Records drawn from a dataset:
* * * *

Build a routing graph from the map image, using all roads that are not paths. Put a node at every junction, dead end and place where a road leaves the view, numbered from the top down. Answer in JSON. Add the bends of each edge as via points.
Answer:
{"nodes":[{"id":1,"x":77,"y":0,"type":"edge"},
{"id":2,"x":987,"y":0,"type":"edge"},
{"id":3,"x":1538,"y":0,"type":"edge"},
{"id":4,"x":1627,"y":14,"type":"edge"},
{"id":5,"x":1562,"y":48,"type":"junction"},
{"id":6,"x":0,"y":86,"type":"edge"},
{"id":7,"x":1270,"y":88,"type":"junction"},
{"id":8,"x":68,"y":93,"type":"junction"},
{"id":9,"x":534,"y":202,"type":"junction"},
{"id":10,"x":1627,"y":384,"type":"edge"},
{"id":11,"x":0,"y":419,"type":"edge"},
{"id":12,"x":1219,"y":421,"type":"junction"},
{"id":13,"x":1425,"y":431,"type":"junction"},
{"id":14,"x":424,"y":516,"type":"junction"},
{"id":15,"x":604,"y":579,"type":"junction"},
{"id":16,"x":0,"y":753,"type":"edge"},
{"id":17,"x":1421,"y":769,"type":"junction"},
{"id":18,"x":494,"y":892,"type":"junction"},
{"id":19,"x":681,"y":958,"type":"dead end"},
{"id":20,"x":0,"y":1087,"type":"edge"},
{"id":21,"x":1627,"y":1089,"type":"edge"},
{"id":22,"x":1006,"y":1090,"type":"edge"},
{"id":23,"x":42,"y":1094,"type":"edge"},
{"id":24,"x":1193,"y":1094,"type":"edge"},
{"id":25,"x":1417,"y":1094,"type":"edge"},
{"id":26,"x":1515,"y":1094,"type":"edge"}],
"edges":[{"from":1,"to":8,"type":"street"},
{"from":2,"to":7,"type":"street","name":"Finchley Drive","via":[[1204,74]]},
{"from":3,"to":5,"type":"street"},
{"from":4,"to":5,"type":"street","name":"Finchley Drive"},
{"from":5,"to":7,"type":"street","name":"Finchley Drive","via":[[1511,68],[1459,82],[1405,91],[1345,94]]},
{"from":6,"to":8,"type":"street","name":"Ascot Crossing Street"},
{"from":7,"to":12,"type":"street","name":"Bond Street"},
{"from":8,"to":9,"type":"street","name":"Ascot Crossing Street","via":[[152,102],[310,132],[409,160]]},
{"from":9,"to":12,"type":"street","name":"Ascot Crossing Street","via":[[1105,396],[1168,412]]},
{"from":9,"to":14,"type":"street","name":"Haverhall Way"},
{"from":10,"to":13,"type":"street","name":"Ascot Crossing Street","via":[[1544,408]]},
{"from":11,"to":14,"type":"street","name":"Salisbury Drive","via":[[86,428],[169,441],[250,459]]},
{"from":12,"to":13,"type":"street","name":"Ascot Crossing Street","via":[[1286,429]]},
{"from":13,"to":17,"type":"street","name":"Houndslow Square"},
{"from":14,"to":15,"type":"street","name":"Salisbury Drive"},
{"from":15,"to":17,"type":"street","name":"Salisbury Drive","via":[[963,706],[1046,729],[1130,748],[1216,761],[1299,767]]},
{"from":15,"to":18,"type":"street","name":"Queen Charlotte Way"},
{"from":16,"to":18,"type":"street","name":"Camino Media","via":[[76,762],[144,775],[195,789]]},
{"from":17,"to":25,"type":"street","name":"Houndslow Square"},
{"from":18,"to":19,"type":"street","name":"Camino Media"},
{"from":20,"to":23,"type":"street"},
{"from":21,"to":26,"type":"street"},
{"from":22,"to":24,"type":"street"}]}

* * * *

-- WORK TO BE COMPLETED --
Check each line above for "Houndslow" and return the ones that have it.

-- ANSWER BELOW --
{"from":13,"to":17,"type":"street","name":"Houndslow Square"},
{"from":17,"to":25,"type":"street","name":"Houndslow Square"},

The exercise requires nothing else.